Atypical antipsychotics will be used more for treating depression

As a pharmacist, don't be surprised if you see atypical antipsychotics being used more often in treating depression. Both aripiprazole (Abilify) and olanzapine/fluoxetine (Symbyax) are already approved for resistant depression and quetiapine (Seroquel) will likely get a similar indication. More than half of patients with depression still have symptoms despite an adequate trial of an antidepressant. But DON'T be too quick to add an atypical antipsychotic...

     First suggest counseling and change antidepressant regimens. For example, try switching from one antidepressant to another, or adding an antidepressant from a different class. If this isn't enough, consider augmenting antidepressants by adding another drug (lithium, thyroid, buspirone, antipsychotics, etc).

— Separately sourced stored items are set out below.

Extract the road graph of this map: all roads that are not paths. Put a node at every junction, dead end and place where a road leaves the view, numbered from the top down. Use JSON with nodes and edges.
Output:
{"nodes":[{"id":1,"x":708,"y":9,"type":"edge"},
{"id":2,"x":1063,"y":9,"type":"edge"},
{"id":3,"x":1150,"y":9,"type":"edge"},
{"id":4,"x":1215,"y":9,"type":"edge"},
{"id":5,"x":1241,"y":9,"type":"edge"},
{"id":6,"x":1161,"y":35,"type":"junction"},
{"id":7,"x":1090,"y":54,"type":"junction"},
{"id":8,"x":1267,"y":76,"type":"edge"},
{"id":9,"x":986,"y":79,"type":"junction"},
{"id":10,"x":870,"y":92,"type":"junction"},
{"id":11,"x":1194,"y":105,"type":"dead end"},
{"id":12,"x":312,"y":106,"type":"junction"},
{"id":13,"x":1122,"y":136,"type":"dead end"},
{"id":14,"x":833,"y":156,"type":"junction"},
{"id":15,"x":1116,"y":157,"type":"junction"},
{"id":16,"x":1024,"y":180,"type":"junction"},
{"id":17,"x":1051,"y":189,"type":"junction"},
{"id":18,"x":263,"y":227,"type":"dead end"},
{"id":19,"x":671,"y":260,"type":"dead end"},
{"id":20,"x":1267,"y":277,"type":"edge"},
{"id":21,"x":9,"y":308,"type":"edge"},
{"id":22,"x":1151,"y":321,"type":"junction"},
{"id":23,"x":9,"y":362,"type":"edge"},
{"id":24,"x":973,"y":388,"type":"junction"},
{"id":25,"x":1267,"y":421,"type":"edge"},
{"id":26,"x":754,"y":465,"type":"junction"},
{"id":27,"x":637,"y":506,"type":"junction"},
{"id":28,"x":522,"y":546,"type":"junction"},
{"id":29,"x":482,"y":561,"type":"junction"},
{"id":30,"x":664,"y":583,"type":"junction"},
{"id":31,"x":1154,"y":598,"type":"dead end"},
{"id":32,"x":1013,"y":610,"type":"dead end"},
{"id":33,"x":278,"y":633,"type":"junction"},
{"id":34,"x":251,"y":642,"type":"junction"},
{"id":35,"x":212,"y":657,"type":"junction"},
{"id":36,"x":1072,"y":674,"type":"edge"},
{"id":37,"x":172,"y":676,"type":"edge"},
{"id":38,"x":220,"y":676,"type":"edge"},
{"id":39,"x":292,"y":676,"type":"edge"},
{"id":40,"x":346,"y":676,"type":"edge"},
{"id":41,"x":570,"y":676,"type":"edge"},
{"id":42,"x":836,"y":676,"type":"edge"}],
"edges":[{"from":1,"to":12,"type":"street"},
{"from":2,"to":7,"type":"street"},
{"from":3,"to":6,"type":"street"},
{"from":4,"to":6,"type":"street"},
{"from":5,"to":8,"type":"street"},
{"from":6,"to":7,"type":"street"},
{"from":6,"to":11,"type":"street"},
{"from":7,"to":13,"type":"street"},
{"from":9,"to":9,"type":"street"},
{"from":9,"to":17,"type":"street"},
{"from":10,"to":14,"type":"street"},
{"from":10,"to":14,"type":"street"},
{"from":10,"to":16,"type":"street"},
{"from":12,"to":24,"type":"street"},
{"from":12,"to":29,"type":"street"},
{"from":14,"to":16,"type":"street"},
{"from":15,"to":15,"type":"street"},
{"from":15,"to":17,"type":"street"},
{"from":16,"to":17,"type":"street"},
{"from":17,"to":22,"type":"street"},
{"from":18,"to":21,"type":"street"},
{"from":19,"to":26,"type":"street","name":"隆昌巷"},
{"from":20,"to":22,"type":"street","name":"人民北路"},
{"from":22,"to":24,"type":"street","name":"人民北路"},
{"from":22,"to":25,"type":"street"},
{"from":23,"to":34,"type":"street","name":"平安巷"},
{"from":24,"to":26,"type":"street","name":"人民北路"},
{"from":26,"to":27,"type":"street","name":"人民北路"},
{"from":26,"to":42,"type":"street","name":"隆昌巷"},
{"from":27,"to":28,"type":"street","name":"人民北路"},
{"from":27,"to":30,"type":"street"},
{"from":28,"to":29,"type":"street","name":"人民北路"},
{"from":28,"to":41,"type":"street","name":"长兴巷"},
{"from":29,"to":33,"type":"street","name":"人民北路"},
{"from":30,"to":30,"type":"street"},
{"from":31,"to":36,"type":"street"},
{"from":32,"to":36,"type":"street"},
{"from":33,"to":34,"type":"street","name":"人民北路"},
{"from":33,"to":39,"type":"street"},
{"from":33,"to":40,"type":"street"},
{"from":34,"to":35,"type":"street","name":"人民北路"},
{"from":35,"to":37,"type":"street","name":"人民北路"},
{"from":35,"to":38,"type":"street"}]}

Atypical antipsychotics are especially useful for patients who also have bipolar or psychotic symptoms, but they can also be used for patients without psychotic symptoms. Keep in mind that atypical antipsychotics can cause more adverse metabolic effects (obesity, dyslipidemia, and hyperglycemia). There are also concerns about tardive dyskinesia and sudden cardiac death. GET OUR NOTE, "Manage the side effects of antipsychotics".

Check weight, blood pressure, plasma glucose, and lipids at baseline, 12 weeks, and then at least annually. Recheck lipids in 5 years instead of yearly if lipids are normal and the patient is stable. Use aripiprazole (Abilify) if metabolic changes are a concern. It's less likely to cause problems than Seroquel or olanzapine (Symbyax, Zyprexa). On the other hand, use olanzapine or Seroquel if a more sedating drug is needed. Abilify can cause restlessness and insomnia.